In this exercise, we are tasked with finding the distance between two points: \((\sqrt{8}, -\sqrt{20})\) and \((\sqrt{50}, -\sqrt{45})\). These points, placed on a coordinate plane, represent exact locations defined by numerical values derived from square roots.

• The first point has coordinates \(x_1 = \sqrt{8}\) and \(y_1 = -\sqrt{20}\).
• The second point is given by \(x_2 = \sqrt{50}\) and \(y_2 = -\sqrt{45}\).

Understanding how to locate these points on a plane and how they interact with each other through the use of formulas like the Distance Formula is a key aspect of Coordinate Geometry.

Square roots often appear in Coordinate Geometry when calculating precise distances. Simplifying these roots can be crucial for accurate computations and a clearer understanding of the problem.
Let's take a look at how to simplify and calculate square roots as seen in this exercise:

• \(\sqrt{8}\) simplifies to approximately \(2.828\), which is crucial when you need a precise number for calculations.
• \(\sqrt{20}\) becomes roughly \(4.472\), allowing you to work easily in further steps.
• \(\sqrt{50}\) is about \(7.071\), reducing complexity in the Distance Formula.
• \(\sqrt{45}\) simplifies to approximately \(6.708\).

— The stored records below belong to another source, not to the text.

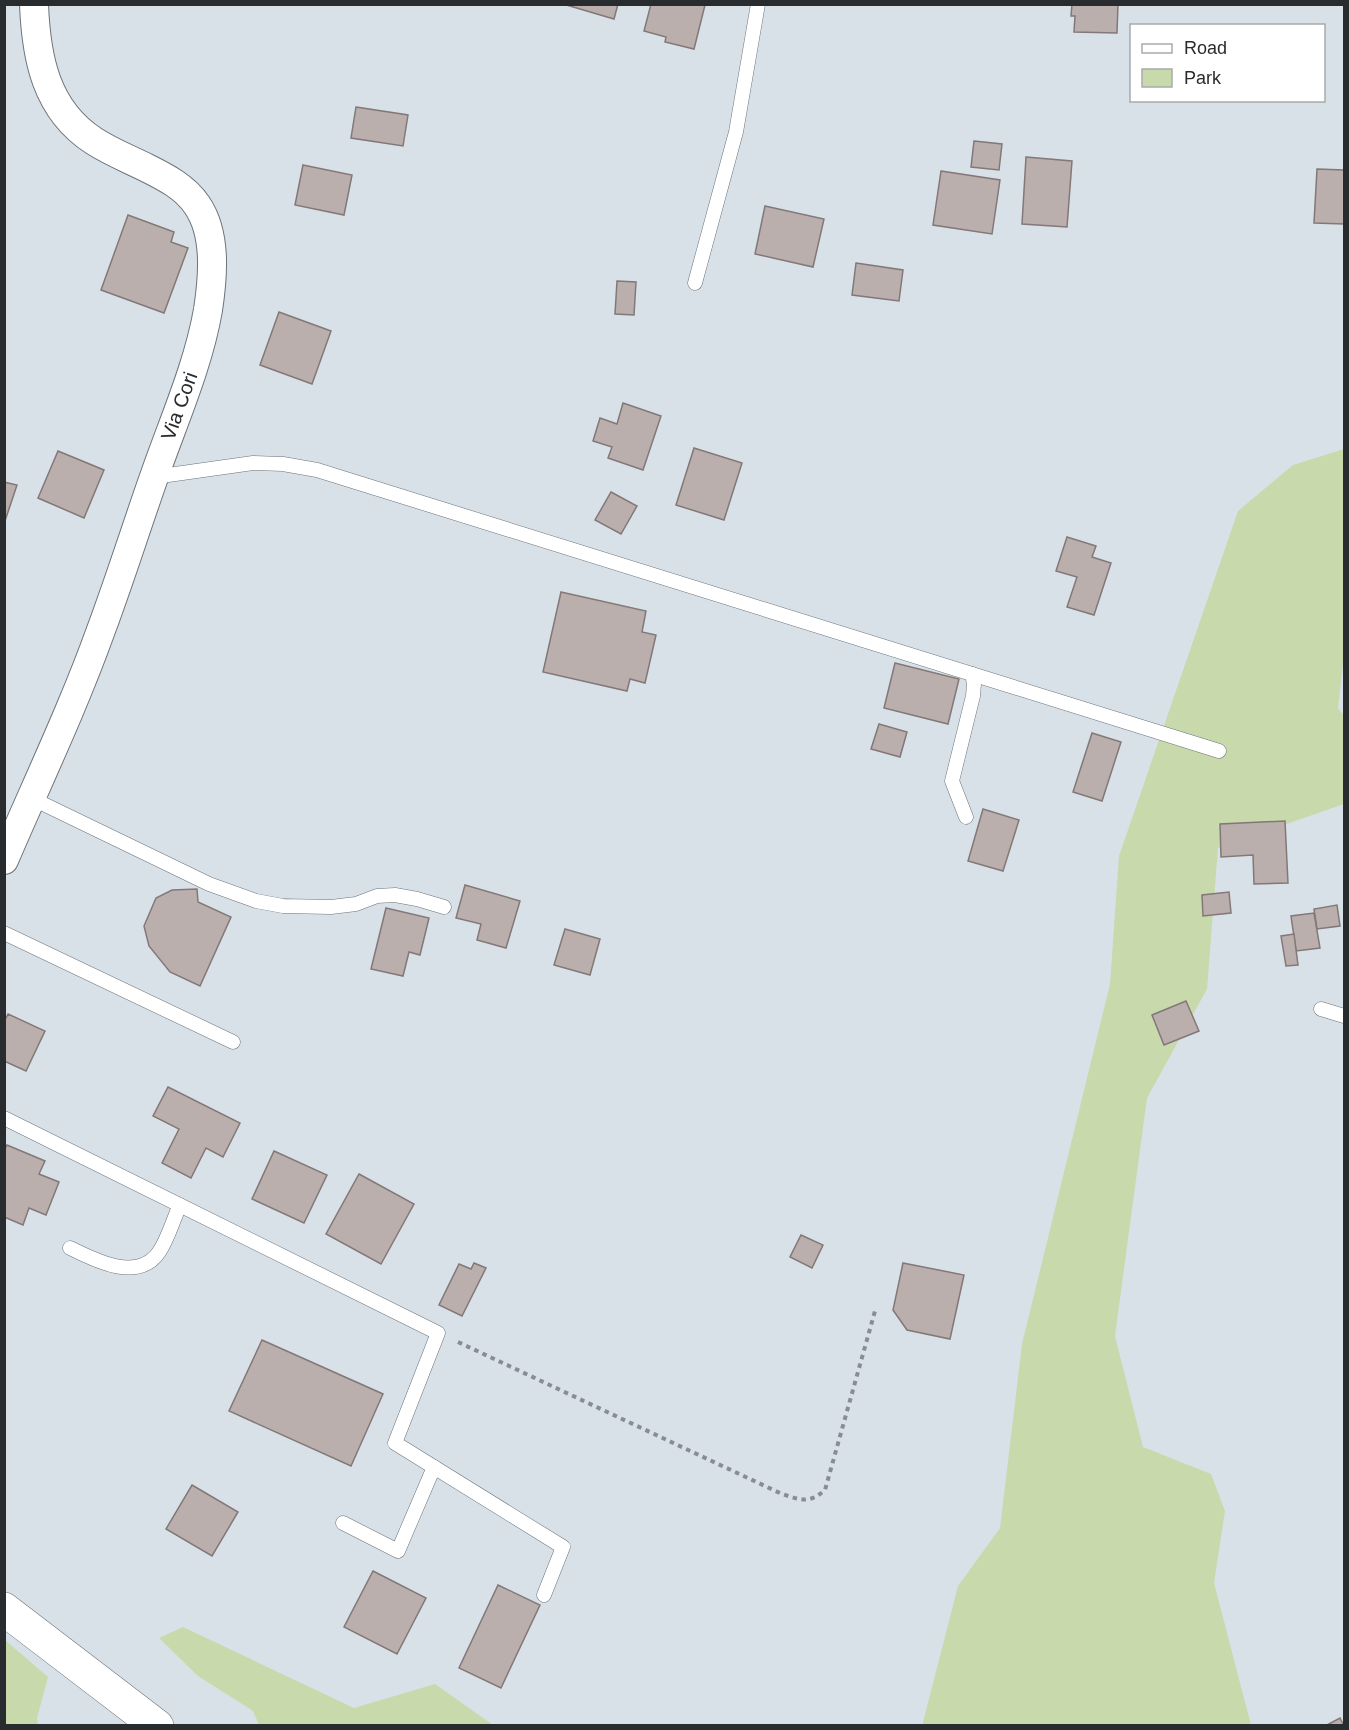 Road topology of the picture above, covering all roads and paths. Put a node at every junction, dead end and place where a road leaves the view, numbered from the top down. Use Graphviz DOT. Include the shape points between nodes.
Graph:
graph roads {
  1 [pos="34,4"];
  2 [pos="758,4"];
  3 [pos="695,283"];
  4 [pos="154,477"];
  5 [pos="972,674"];
  6 [pos="1219,751"];
  7 [pos="31,798"];
  8 [pos="966,817"];
  9 [pos="4,860"];
  10 [pos="444,907"];
  11 [pos="4,933"];
  12 [pos="1321,1009"];
  13 [pos="1344,1016"];
  14 [pos="233,1042"];
  15 [pos="4,1118"];
  16 [pos="180,1205"];
  17 [pos="70,1248"];
  18 [pos="875,1311"];
  19 [pos="438,1333"];
  20 [pos="434,1467"];
  21 [pos="342,1523"];
  22 [pos="544,1595"];
  23 [pos="4,1609"];
  24 [pos="157,1725"];
  1 -- 4 [label="street, Via Cori" via="42,69 63,113 92,140 182,189 197,204 206,224 211,267 203,332"];
  2 -- 3 [label="lane" via="736,132"];
  4 -- 5 [label="lane" via="253,463 317,470"];
  4 -- 7 [label="street, Via Cori" via="101,631"];
  5 -- 6 [label="lane"];
  5 -- 8 [label="lane" via="973,696 952,781"];
  7 -- 9 [label="street, Via Cori"];
  7 -- 10 [label="lane" via="209,884 256,901 331,907 395,895"];
  11 -- 14 [label="lane"];
  12 -- 13 [label="lane"];
  15 -- 16 [label="lane"];
  16 -- 17 [label="lane" via="159,1252 139,1266 114,1266"];
  16 -- 19 [label="lane"];
  18 -- 19 [label="path" via="825,1490 809,1500 783,1494"];
  19 -- 20 [label="lane" via="395,1443"];
  20 -- 21 [label="lane" via="398,1551"];
  20 -- 22 [label="lane" via="563,1547"];
  23 -- 24 [label="main road"];
}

During calculations, it's often necessary to replace square roots with decimal values to perform addition, subtraction, and squaring operations correctly, as indicated in Step 4 of the original solution.
This approach simplifies the application of algebraic formulas and minimizes any potential errors in further calculations.

Intermediate Algebra bridges the gap between basic algebra and advanced mathematical studies. In the context of this exercise, it involves using algebraic formulas and computations to solve real-world problems.
The Distance Formula is an essential part of Intermediate Algebra, combining several concepts into one application:

• Using expressions such as \((x_2 - x_1)^2\) and \((y_2 - y_1)^2\), which require subtraction and squaring of simplified square roots.
• Handling square roots within the Distance Formula requires an understanding of both arithmetic operations and algebraic expressions.
• Summing individual differences and then taking the square root of that sum is a multi-step computational skill.

In Step 6, adding and then calculating \(\sqrt{23}\) as approximately \(4.796\) demonstrates the importance of these skills.
Proficiency in Intermediate Algebra allows for the effective application of the Distance Formula and simplifies the resolution of complex geometric problems.